--- EXERCISE GOAL ---
Each line below should be repeated exactly, but no picture should be carried over.

--------

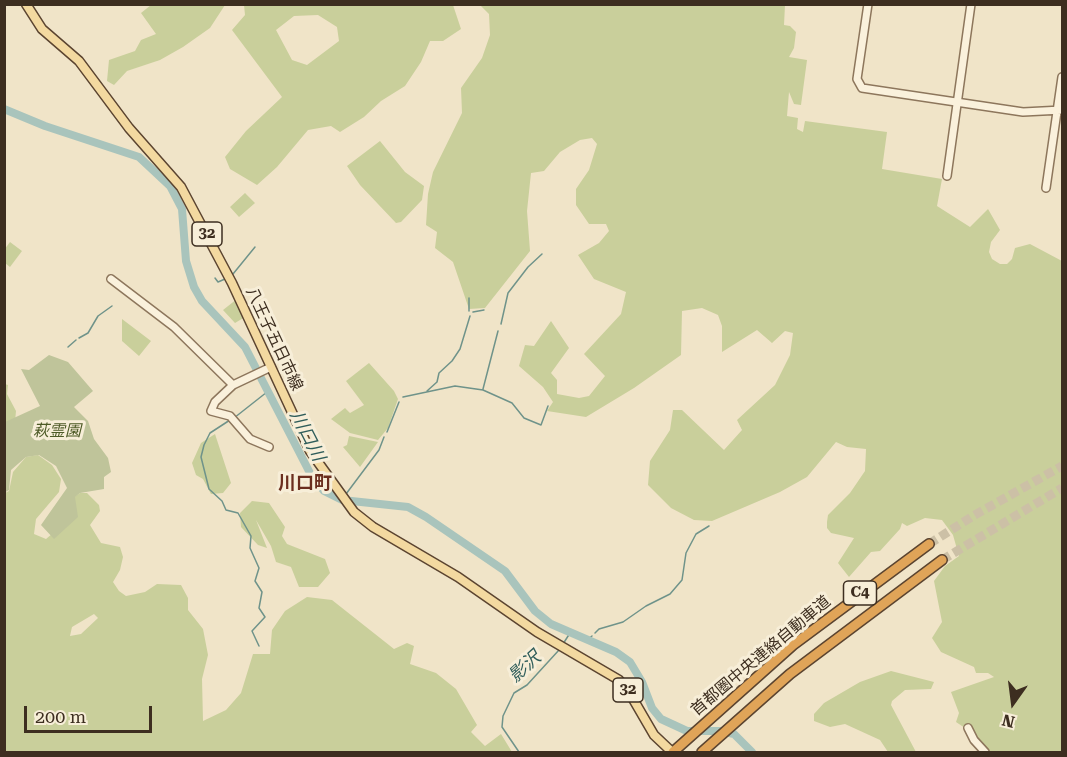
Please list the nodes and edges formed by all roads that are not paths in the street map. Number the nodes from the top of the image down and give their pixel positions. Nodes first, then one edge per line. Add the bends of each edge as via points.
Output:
1 (26, 4) edge
2 (868, 4) edge
3 (971, 4) edge
4 (1062, 77) edge
5 (958, 102) junction
6 (1060, 110) edge
7 (947, 176) dead end
8 (1046, 188) dead end
9 (111, 279) dead end
10 (271, 367) junction
11 (233, 385) junction
12 (269, 447) dead end
13 (930, 544) tunnel mouth
14 (942, 560) tunnel mouth
15 (968, 728) dead end
16 (673, 753) edge
17 (702, 753) edge
18 (985, 753) edge

1 - 10 main road, 八王子五日市線 / 32 via 45,33 79,61 129,128 181,187
2 - 5 street via 858,85
3 - 5 street
4 - 6 street
5 - 6 street via 1023,112
5 - 7 street
6 - 8 street
9 - 11 street via 174,327
10 - 11 street
10 - 16 main road, 八王子五日市線 / 32 via 310,451 354,512 623,684 654,735
11 - 12 street via 211,411 233,419 250,439
13 - 16 highway, 首都圏中央連絡自動車道 / C4 via 793,645
14 - 17 highway, 首都圏中央連絡自動車道 / C4 via 823,648
15 - 18 street

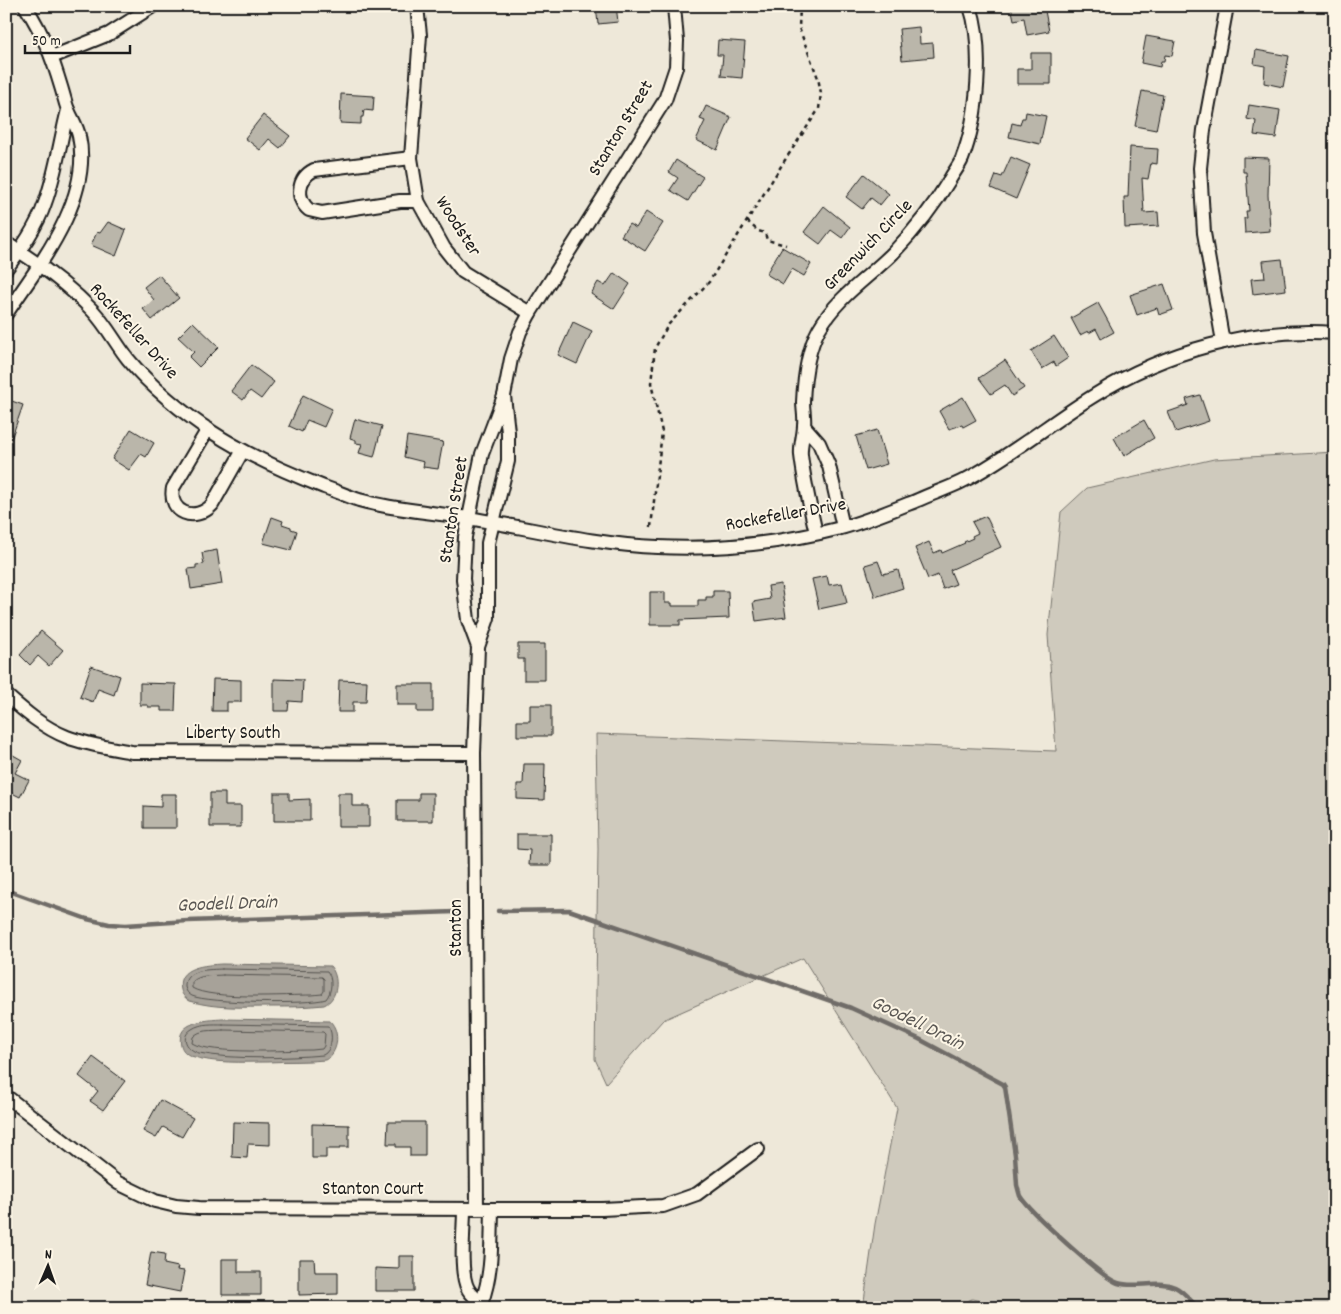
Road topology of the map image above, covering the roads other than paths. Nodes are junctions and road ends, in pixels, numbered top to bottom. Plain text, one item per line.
1 (25, 6) edge
2 (153, 6) edge
3 (417, 6) edge
4 (674, 6) edge
5 (970, 6) edge
6 (1227, 6) edge
7 (52, 57) junction
8 (68, 110) junction
9 (411, 158) junction
10 (418, 201) junction
11 (6, 243) edge
12 (19, 251) junction
13 (38, 266) junction
14 (6, 269) edge
15 (530, 313) junction
16 (6, 314) edge
17 (1335, 333) edge
18 (1224, 342) junction
19 (504, 396) junction
20 (804, 426) junction
21 (208, 429) junction
22 (242, 452) junction
23 (469, 518) junction
24 (493, 523) junction
25 (843, 527) junction
26 (816, 533) junction
27 (478, 647) junction
28 (6, 695) edge
29 (474, 753) junction
30 (6, 1096) edge
31 (758, 1149) dead end
32 (471, 1209) junction
33 (492, 1209) junction
34 (482, 1306) edge

1 - 7 street
2 - 7 street
3 - 9 street, Woodster
4 - 15 street, Stanton Street
5 - 20 street, Greenwich Circle
6 - 18 street
7 - 8 street
8 - 12 street
8 - 13 street
9 - 10 street, Woodster
9 - 10 street
10 - 15 street, Woodster
11 - 12 street, Rockefeller Drive
12 - 13 street, Rockefeller Drive
12 - 14 street
13 - 16 street
13 - 21 street, Rockefeller Drive
15 - 19 street, Stanton Street
17 - 18 street, Rockefeller Drive
18 - 25 street, Rockefeller Drive
19 - 23 street, Stanton Street
19 - 24 street, Stanton Street
20 - 25 street
20 - 26 street, Greenwich Circle
21 - 22 street, Rockefeller Drive
21 - 22 street
22 - 23 street, Rockefeller Drive
23 - 24 street, Rockefeller Drive
23 - 27 street, Stanton Street
24 - 26 street, Rockefeller Drive
24 - 27 street, Stanton Street
25 - 26 street, Rockefeller Drive
27 - 29 street, Stanton
28 - 29 street, Liberty South
29 - 32 street, Stanton
30 - 32 street, Stanton Court
31 - 33 street, Stanton Court
32 - 33 street, Stanton Court
32 - 34 street, Stanton
33 - 34 street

--------

--- EXERCISE RESULT ---
Please list the nodes and edges formed by all roads that are not paths in the street map. Number the nodes from the top of the image down and give their pixel positions. Nodes first, then one edge per line. Add the bends of each edge as via points.
Output:
1 (26, 4) edge
2 (868, 4) edge
3 (971, 4) edge
4 (1062, 77) edge
5 (958, 102) junction
6 (1060, 110) edge
7 (947, 176) dead end
8 (1046, 188) dead end
9 (111, 279) dead end
10 (271, 367) junction
11 (233, 385) junction
12 (269, 447) dead end
13 (930, 544) tunnel mouth
14 (942, 560) tunnel mouth
15 (968, 728) dead end
16 (673, 753) edge
17 (702, 753) edge
18 (985, 753) edge

1 - 10 main road, 八王子五日市線 / 32 via 45,33 79,61 129,128 181,187
2 - 5 street via 858,85
3 - 5 street
4 - 6 street
5 - 6 street via 1023,112
5 - 7 street
6 - 8 street
9 - 11 street via 174,327
10 - 11 street
10 - 16 main road, 八王子五日市線 / 32 via 310,451 354,512 623,684 654,735
11 - 12 street via 211,411 233,419 250,439
13 - 16 highway, 首都圏中央連絡自動車道 / C4 via 793,645
14 - 17 highway, 首都圏中央連絡自動車道 / C4 via 823,648
15 - 18 street

Road topology of the map image above, covering the roads other than paths. Nodes are junctions and road ends, in pixels, numbered top to bottom. Plain text, one item per line.
1 (25, 6) edge
2 (153, 6) edge
3 (417, 6) edge
4 (674, 6) edge
5 (970, 6) edge
6 (1227, 6) edge
7 (52, 57) junction
8 (68, 110) junction
9 (411, 158) junction
10 (418, 201) junction
11 (6, 243) edge
12 (19, 251) junction
13 (38, 266) junction
14 (6, 269) edge
15 (530, 313) junction
16 (6, 314) edge
17 (1335, 333) edge
18 (1224, 342) junction
19 (504, 396) junction
20 (804, 426) junction
21 (208, 429) junction
22 (242, 452) junction
23 (469, 518) junction
24 (493, 523) junction
25 (843, 527) junction
26 (816, 533) junction
27 (478, 647) junction
28 (6, 695) edge
29 (474, 753) junction
30 (6, 1096) edge
31 (758, 1149) dead end
32 (471, 1209) junction
33 (492, 1209) junction
34 (482, 1306) edge

1 - 7 street
2 - 7 street
3 - 9 street, Woodster
4 - 15 street, Stanton Street
5 - 20 street, Greenwich Circle
6 - 18 street
7 - 8 street
8 - 12 street
8 - 13 street
9 - 10 street, Woodster
9 - 10 street
10 - 15 street, Woodster
11 - 12 street, Rockefeller Drive
12 - 13 street, Rockefeller Drive
12 - 14 street
13 - 16 street
13 - 21 street, Rockefeller Drive
15 - 19 street, Stanton Street
17 - 18 street, Rockefeller Drive
18 - 25 street, Rockefeller Drive
19 - 23 street, Stanton Street
19 - 24 street, Stanton Street
20 - 25 street
20 - 26 street, Greenwich Circle
21 - 22 street, Rockefeller Drive
21 - 22 street
22 - 23 street, Rockefeller Drive
23 - 24 street, Rockefeller Drive
23 - 27 street, Stanton Street
24 - 26 street, Rockefeller Drive
24 - 27 street, Stanton Street
25 - 26 street, Rockefeller Drive
27 - 29 street, Stanton
28 - 29 street, Liberty South
29 - 32 street, Stanton
30 - 32 street, Stanton Court
31 - 33 street, Stanton Court
32 - 33 street, Stanton Court
32 - 34 street, Stanton
33 - 34 street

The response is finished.